KOMPAS.com – Menteri Luar Negeri RI, Retno Marsudi yakin perempuan sebagai inti upaya dialog antaragama memiliki peluang besar dalam mencapai masyarakat yang inklusif dan damai.
“Sudah saatnya wanita bekerja bersama untuk membawa panji toleransi dan moderasi,” kata Retno dalam keterangan tertulisnya, Kamis (14/11/2019).
Pernyataan itu ia sampaikan lewat pesan video saat membuka forum ASEAN Women Interfaith Dialogue dengan ASEAN-Institute for Peace and Reconciliation (ASEAN-IPR) sebagai pemrakarsanya.
“Sudah saatnya bagi perempuan menjadi agen perdamaian, toleransi, dan kemakmuran,” imbuh Retno.
Baca juga: Kemenlu Janji Bantu Produk Unggulan NTT Penetrasi ke Pasar Global
Ia melanjutkan, forum yang merupakan hasil kerja sama ASEAN-IPR Indonesia, Australia, dan Asia Foundation itu harus bisa menjadi platform untuk mewujudkan hal tersebut.
Forum yang digelar 12–13 November 2019 di Grand Sheraton, Jakarta itu bertema Promoting Understanding for an Inclusive and Peaceful Society.
Acara itu sekaligus merupakan tindak lanjut peluncuran pool of experts–ASEAN Women for Peace Registry (AWPR) tahun lalu di Filipina.
Selain itu, acara tersebut adalah suatu implementasi ASEAN Leader’s Joint Statement Women, Peace and Security tahun 2017.
Sekretaris Jenderal (Sekjen) ASEAN, Dato Lim Jock Hoi dan Chargé D’Affaires Australia Mission to ASEAN, Megan Jones yang membuka forum tersebut sangaat mengepresiasi kegiatan ini.
Ini karena sesuai dengan kepentingan ASEAN saat ini, yakni pemberdayaan wanita dan aktualisasi perdamaian serta masyarakat inklusif di kawasan.
“Partisipasi aktif dalam dialog antaragama seperti ini menunjukkan komitmen kami untuk memberdayakan perempuan ASEAN,” kata Dato Lim saat sambutan pembuka.
Baca juga: Dunia Internasional Puji Cara Indonesia Perlakukan Napi Teroris
Ia melanjutkan, pemberdayaan itu khususnya dalam menyelesaikan perselisihan dan mengatasi tantangan melalui jalur damai dengan pendekatan menyeluruh pada masyarakat.
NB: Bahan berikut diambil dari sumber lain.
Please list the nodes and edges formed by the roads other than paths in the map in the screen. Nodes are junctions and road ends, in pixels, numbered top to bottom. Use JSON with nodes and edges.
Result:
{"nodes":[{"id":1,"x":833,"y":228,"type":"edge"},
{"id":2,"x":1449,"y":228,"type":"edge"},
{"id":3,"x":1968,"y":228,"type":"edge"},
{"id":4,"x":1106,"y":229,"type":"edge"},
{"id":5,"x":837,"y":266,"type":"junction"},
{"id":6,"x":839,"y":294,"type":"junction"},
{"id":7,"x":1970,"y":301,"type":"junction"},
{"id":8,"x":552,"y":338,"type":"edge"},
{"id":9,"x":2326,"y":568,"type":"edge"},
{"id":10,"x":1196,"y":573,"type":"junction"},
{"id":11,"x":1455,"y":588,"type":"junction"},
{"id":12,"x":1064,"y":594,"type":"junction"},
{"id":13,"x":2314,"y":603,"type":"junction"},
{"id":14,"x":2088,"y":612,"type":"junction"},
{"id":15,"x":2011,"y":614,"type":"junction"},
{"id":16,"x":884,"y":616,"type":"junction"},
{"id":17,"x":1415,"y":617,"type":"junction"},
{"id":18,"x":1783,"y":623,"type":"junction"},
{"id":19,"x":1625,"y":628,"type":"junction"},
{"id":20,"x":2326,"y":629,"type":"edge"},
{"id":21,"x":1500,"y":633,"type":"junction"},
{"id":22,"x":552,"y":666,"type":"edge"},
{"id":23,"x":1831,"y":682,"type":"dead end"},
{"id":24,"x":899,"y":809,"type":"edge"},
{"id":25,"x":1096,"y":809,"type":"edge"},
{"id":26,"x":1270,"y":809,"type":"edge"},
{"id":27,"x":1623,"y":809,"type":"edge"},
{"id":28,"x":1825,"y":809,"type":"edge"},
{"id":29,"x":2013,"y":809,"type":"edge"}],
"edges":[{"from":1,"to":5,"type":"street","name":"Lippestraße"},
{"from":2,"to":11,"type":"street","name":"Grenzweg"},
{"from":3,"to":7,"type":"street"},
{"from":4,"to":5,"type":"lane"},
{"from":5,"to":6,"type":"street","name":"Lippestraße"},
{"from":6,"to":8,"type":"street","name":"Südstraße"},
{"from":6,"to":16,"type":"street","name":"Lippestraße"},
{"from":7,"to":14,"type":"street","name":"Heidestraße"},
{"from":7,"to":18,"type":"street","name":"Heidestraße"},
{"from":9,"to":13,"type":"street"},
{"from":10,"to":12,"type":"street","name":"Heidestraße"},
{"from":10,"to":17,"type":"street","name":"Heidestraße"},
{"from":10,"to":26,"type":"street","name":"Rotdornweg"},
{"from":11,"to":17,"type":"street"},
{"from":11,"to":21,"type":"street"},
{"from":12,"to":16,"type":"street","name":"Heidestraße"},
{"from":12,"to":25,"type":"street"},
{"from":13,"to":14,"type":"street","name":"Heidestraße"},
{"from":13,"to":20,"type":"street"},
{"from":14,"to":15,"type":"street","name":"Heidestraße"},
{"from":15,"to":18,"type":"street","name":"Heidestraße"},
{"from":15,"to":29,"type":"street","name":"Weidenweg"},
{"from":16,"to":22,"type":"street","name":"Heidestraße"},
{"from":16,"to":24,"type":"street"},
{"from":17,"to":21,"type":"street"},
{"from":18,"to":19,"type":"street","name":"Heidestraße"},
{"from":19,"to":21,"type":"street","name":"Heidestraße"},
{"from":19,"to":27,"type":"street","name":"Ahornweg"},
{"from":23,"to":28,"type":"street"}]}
Sementara itu, menurut Wakil Indonesia untuk ASEAN-IPR Governing Council, Duta Besar Artauli Tobing, forum ini memberi ruang perempuan ASEAN untuk terlibat aktif bangun perdamaian.
“Pria dan perempuan perlu bekerja bersama dalam penciptaan perdamaian berbasis agama, meski keterlibatan perempuan sering tidak terdengar,” kata Artauli.
Pada forum ini, Indonesia berkesempatan membagikan pengalaman dan praktik terbaik dalam mengelola masyarakat yang sangat beragam dan majemuk, bersama dengan tantangannya.
Hal tersebut disampaikan Ketua Konferensi Internasional mengenai Agama dan Perdamaian, Siti Musdah Mulia saat sesi pesan perdamaian.
Pengalaman dan praktik itu terutama dalam mengamankan tiga pilar perdamaian berkelanjutan, yakni pemulihan ekonomi dan rekonsiliasi, kohesi dan pembangunan sosial, serta legitimasi politik, keamanan, dan pemerintahan yang baik.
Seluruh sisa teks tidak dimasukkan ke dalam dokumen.